Fix PTS produced by the default OPUS encoder

The default OPUS encoder on Android rewrites the PTS so that it exactly
matches the number of samples.

As a consequence:
 - audio clock drift is not compensated
 - hard silences are ignored

To fix this behavior, recreate the PTS based on the current time (after
encoding) and the packet duration.
This commit is contained in:
Romain Vimont 2025-03-02 17:09:43 +01:00
parent b292e356de
commit 63d848fc55

View file

@ -55,6 +55,9 @@ public final class AudioEncoder implements AsyncProcessor {
private final List<CodecOption> codecOptions;
private final String encoderName;
private boolean recreatePts;
private long previousPts;
// Capacity of 64 is in practice "infinite" (it is limited by the number of available MediaCodec buffers, typically 4).
// So many pending tasks would lead to an unacceptable delay anyway.
private final BlockingQueue<InputTask> inputTasks = new ArrayBlockingQueue<>(64);
@ -118,6 +121,9 @@ public final class AudioEncoder implements AsyncProcessor {
OutputTask task = outputTasks.take();
ByteBuffer buffer = mediaCodec.getOutputBuffer(task.index);
try {
if (recreatePts) {
fixTimestamp(task.bufferInfo);
}
streamer.writePacket(buffer, task.bufferInfo);
} finally {
mediaCodec.releaseOutputBuffer(task.index, false);
@ -125,6 +131,24 @@ public final class AudioEncoder implements AsyncProcessor {
}
}
private void fixTimestamp(MediaCodec.BufferInfo bufferInfo) {
assert recreatePts;
if ((bufferInfo.flags & MediaCodec.BUFFER_FLAG_CODEC_CONFIG) != 0) {
// Config packet, nothing to fix
return;
}
long pts = bufferInfo.presentationTimeUs;
if (previousPts != 0) {
long now = System.nanoTime() / 1000;
long duration = pts - previousPts;
bufferInfo.presentationTimeUs = now - duration;
}
previousPts = pts;
}
@Override
public void start(TerminationListener listener) {
thread = new Thread(() -> {
@ -194,6 +218,11 @@ public final class AudioEncoder implements AsyncProcessor {
Codec codec = streamer.getCodec();
mediaCodec = createMediaCodec(codec, encoderName);
// The default OPUS encoder generates its own input PTS which matches the number of samples.

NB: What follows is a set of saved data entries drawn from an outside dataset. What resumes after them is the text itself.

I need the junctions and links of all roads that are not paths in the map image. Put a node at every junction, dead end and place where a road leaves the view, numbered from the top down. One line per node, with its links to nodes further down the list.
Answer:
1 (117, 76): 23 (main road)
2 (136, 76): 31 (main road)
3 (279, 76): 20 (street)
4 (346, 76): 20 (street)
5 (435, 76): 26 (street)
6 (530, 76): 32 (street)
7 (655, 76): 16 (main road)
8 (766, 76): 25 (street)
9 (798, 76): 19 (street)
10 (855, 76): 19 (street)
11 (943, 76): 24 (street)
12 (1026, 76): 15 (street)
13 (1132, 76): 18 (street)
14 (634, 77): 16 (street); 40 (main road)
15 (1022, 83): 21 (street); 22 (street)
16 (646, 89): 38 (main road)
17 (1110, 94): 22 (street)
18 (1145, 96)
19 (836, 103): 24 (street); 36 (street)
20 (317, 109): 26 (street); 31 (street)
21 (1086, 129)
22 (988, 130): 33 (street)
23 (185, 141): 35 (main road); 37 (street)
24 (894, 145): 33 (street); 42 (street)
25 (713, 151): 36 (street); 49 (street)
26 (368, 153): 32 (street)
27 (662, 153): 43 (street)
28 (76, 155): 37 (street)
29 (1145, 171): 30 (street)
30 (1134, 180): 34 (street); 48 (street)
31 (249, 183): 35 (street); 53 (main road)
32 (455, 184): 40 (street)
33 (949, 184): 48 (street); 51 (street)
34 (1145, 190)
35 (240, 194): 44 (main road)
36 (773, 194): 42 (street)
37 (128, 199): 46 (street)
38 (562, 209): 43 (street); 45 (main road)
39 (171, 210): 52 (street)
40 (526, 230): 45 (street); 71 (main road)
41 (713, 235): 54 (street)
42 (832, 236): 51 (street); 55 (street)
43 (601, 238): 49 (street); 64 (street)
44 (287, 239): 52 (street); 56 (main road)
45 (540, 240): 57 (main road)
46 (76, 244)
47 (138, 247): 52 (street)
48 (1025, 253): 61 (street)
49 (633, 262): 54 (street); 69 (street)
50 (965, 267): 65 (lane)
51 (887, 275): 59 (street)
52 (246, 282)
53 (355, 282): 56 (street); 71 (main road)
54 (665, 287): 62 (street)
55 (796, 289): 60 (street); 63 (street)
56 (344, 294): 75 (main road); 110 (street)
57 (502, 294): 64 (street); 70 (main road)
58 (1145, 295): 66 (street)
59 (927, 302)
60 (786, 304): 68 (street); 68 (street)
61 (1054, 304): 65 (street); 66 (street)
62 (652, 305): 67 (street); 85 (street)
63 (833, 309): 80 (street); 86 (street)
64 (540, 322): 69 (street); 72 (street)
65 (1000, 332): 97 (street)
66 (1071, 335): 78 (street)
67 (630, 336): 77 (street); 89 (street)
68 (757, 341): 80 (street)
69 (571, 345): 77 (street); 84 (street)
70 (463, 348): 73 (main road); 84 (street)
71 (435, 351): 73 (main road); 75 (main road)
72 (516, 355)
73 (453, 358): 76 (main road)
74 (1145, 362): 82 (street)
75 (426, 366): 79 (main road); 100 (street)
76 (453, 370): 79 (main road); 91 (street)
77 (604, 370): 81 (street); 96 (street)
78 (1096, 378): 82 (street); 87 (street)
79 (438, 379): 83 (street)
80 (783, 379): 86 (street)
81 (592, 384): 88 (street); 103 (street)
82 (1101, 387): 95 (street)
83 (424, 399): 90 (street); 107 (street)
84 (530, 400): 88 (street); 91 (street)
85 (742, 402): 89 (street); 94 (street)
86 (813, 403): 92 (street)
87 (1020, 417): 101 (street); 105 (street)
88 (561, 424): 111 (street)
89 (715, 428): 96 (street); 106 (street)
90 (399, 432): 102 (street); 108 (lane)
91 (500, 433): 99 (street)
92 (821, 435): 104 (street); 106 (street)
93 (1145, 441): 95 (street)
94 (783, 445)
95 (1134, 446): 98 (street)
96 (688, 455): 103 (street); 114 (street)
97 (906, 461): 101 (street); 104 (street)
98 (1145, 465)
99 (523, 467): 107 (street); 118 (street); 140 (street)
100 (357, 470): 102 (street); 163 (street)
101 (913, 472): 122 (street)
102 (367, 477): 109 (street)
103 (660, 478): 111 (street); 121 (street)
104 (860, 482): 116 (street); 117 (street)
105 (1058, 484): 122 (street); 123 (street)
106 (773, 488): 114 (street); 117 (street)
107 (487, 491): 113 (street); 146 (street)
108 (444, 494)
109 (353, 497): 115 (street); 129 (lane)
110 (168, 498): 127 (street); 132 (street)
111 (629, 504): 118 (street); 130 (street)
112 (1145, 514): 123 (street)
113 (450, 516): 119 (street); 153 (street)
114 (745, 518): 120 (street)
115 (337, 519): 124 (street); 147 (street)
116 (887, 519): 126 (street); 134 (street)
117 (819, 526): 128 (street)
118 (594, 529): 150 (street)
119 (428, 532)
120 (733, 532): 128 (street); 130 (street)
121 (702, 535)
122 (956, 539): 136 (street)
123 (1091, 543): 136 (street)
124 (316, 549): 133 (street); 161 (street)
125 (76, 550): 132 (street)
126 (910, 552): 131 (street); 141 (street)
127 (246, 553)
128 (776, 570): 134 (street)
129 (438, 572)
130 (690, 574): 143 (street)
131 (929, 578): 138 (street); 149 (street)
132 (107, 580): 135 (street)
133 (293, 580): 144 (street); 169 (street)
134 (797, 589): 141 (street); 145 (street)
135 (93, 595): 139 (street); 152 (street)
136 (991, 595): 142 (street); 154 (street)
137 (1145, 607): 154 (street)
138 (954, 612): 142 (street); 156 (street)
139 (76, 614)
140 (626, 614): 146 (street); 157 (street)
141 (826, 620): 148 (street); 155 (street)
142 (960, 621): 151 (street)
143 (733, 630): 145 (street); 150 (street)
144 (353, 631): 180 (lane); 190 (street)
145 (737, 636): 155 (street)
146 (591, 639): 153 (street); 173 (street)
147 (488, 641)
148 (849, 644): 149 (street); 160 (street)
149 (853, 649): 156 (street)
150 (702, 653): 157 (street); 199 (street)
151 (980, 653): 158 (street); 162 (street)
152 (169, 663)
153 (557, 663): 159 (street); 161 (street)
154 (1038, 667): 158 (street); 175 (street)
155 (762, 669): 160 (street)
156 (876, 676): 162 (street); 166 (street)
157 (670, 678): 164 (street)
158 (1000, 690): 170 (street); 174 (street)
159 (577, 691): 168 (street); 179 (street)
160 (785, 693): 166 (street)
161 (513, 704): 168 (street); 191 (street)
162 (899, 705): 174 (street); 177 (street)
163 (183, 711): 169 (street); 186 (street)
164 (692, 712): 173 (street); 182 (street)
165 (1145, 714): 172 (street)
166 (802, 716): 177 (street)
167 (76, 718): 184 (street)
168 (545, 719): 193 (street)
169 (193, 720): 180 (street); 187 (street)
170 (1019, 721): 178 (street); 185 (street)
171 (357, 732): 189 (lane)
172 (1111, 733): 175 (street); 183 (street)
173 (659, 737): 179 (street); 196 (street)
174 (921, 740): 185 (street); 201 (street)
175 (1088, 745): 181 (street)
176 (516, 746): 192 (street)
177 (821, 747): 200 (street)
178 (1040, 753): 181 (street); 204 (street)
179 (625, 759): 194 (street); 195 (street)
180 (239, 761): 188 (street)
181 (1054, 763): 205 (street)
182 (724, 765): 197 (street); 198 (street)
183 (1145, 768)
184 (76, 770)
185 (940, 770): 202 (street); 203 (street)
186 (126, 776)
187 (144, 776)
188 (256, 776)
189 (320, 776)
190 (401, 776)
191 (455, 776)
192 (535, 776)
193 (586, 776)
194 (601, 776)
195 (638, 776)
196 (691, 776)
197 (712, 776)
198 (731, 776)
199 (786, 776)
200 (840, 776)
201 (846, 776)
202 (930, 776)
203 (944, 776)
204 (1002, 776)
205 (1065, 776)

This is not the behavior we want: it
// ignores any audio clock drift and hard silences (packets not produced on silence). To fix this behavior, regenerate PTS based on the
// current time and the packet duration.
recreatePts = "c2.android.opus.encoder".equals(mediaCodec.getName());
mediaCodecThread = new HandlerThread("media-codec");
mediaCodecThread.start();